### Material provided
================

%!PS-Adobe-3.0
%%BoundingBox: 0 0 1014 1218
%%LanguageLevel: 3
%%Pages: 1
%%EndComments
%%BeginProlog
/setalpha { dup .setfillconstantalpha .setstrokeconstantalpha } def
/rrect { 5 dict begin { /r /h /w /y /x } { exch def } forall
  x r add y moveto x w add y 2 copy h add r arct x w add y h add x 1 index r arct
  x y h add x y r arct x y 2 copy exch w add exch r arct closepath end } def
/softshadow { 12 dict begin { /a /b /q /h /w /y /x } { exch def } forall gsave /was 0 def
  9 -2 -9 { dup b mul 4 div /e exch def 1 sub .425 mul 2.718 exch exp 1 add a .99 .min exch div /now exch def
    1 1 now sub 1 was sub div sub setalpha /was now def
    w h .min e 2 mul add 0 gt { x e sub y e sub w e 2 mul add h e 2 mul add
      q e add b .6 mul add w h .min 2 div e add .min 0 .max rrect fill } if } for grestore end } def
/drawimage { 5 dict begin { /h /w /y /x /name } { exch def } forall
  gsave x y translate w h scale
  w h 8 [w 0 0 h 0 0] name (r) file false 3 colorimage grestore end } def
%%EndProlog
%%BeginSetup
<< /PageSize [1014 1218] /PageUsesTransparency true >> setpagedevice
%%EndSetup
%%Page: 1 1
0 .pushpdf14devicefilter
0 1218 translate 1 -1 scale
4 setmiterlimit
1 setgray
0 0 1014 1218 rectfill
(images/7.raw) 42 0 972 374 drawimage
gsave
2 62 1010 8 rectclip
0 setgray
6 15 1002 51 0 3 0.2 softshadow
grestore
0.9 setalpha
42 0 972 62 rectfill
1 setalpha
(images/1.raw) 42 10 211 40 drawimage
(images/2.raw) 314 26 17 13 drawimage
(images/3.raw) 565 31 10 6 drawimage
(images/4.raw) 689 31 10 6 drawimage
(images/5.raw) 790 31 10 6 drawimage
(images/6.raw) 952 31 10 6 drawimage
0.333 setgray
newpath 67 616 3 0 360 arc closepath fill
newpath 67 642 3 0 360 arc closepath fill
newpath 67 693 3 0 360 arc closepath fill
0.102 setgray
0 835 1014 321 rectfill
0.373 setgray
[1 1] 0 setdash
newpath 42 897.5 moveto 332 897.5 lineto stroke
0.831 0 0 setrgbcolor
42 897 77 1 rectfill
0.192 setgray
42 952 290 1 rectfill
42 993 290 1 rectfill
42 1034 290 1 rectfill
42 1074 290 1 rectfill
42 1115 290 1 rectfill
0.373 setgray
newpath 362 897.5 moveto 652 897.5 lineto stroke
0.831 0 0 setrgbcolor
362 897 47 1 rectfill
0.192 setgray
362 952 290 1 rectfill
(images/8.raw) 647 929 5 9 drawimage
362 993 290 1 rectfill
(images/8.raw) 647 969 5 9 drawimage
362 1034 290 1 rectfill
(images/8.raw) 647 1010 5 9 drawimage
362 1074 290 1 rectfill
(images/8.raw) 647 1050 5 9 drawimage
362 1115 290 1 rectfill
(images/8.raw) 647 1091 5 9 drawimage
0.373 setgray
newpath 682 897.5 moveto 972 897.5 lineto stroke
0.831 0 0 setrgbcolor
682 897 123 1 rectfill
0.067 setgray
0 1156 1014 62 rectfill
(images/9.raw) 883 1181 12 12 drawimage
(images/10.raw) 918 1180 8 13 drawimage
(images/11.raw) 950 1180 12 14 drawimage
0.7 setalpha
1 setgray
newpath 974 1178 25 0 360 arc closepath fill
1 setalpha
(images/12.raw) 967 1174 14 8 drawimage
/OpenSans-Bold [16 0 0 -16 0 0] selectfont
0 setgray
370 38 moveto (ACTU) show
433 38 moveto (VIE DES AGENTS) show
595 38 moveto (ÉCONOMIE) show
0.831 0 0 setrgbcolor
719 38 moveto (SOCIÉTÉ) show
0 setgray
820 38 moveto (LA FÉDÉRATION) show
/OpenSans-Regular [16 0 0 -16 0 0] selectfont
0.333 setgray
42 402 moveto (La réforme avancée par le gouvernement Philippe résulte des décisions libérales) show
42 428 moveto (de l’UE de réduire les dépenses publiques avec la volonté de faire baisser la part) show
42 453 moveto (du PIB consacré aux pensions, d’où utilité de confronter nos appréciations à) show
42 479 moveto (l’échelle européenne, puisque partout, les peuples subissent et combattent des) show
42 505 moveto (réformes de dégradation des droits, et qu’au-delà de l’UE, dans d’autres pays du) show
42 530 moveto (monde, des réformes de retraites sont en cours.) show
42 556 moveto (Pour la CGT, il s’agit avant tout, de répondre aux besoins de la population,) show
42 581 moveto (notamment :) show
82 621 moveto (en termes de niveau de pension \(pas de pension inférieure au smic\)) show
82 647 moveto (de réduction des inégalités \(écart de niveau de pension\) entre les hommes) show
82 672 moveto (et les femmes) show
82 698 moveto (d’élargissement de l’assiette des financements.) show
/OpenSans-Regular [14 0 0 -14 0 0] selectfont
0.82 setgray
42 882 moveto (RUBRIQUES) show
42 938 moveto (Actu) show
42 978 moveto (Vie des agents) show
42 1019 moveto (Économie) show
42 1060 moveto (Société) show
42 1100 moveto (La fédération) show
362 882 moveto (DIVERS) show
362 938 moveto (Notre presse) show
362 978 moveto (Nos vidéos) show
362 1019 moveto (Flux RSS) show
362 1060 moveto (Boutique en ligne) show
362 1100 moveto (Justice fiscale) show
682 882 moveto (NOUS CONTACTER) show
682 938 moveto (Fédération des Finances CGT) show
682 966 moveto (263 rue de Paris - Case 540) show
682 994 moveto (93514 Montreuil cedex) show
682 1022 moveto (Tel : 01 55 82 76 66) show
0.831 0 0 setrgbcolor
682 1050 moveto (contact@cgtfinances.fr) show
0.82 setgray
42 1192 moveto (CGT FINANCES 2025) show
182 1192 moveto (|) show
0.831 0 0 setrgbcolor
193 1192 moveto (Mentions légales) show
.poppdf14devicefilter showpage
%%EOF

================

For each line of the data that has the word "translate", report that line.

  gsave x y translate w h scale
0 1218 translate 1 -1 scale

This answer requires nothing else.